▸ **Instructions for the task**: Nothing less than an exact copy of all the records is required.

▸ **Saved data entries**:
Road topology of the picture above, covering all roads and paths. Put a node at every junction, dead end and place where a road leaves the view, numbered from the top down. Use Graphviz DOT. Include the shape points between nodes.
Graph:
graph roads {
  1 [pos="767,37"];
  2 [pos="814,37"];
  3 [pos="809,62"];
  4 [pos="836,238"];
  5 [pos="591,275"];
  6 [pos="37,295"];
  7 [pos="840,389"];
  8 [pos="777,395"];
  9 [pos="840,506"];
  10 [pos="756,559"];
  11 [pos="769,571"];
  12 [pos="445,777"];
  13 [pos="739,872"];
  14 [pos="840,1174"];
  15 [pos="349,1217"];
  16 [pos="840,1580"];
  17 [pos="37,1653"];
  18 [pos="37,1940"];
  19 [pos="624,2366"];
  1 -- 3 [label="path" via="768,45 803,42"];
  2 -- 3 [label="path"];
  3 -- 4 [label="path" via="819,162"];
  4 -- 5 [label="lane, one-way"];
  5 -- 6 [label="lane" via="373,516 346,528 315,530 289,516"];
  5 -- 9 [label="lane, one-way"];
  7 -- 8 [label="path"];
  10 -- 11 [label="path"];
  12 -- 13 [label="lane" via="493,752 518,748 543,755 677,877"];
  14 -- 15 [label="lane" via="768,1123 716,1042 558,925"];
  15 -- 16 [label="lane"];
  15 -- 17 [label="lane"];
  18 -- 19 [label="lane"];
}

▸ **Result**:
Road topology of the picture above, covering all roads and paths. Put a node at every junction, dead end and place where a road leaves the view, numbered from the top down. Use Graphviz DOT. Include the shape points between nodes.
Graph:
graph roads {
  1 [pos="767,37"];
  2 [pos="814,37"];
  3 [pos="809,62"];
  4 [pos="836,238"];
  5 [pos="591,275"];
  6 [pos="37,295"];
  7 [pos="840,389"];
  8 [pos="777,395"];
  9 [pos="840,506"];
  10 [pos="756,559"];
  11 [pos="769,571"];
  12 [pos="445,777"];
  13 [pos="739,872"];
  14 [pos="840,1174"];
  15 [pos="349,1217"];
  16 [pos="840,1580"];
  17 [pos="37,1653"];
  18 [pos="37,1940"];
  19 [pos="624,2366"];
  1 -- 3 [label="path" via="768,45 803,42"];
  2 -- 3 [label="path"];
  3 -- 4 [label="path" via="819,162"];
  4 -- 5 [label="lane, one-way"];
  5 -- 6 [label="lane" via="373,516 346,528 315,530 289,516"];
  5 -- 9 [label="lane, one-way"];
  7 -- 8 [label="path"];
  10 -- 11 [label="path"];
  12 -- 13 [label="lane" via="493,752 518,748 543,755 677,877"];
  14 -- 15 [label="lane" via="768,1123 716,1042 558,925"];
  15 -- 16 [label="lane"];
  15 -- 17 [label="lane"];
  18 -- 19 [label="lane"];
}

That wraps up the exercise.